WORK INSTRUCTION
Exactly reproduce the line that contains "thumb ip: (292, 86)" and all lines after it in the entries below, through the very last line.
INPUT: Begin
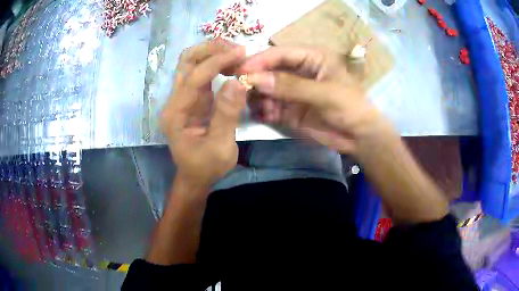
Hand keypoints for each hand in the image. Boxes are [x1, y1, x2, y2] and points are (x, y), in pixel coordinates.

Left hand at [160, 39, 246, 189]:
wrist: (195, 177)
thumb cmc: (206, 166)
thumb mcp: (219, 147)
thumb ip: (226, 114)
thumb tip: (238, 81)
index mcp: (176, 113)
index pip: (194, 77)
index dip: (217, 62)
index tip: (241, 53)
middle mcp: (175, 100)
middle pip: (186, 61)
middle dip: (210, 49)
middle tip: (237, 48)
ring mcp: (183, 97)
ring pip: (192, 63)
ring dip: (213, 52)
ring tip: (237, 53)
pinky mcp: (193, 98)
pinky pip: (201, 72)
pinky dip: (216, 63)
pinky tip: (232, 64)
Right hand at [238, 47, 393, 154]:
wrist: (359, 137)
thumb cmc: (350, 107)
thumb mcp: (325, 93)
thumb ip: (292, 86)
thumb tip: (256, 79)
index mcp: (311, 58)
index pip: (280, 54)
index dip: (260, 60)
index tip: (240, 70)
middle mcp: (298, 71)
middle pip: (269, 70)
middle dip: (254, 79)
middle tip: (238, 89)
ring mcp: (292, 92)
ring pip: (265, 89)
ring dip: (256, 96)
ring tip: (252, 105)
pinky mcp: (289, 110)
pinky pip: (269, 107)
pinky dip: (263, 111)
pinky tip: (262, 116)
INPUT: End
EXERCISE OUTPUT
thumb ip: (292, 86)
thumb tip: (256, 79)
index mcp: (311, 58)
index pip: (280, 54)
index dip: (260, 60)
index tip: (240, 70)
middle mcp: (298, 71)
middle pip: (269, 70)
middle dip: (254, 79)
middle tip: (238, 89)
ring mcp: (292, 92)
ring pip: (265, 89)
ring dip: (256, 96)
ring tip: (252, 105)
pinky mcp: (289, 110)
pinky pip: (269, 107)
pinky dip: (263, 111)
pinky tip: (262, 116)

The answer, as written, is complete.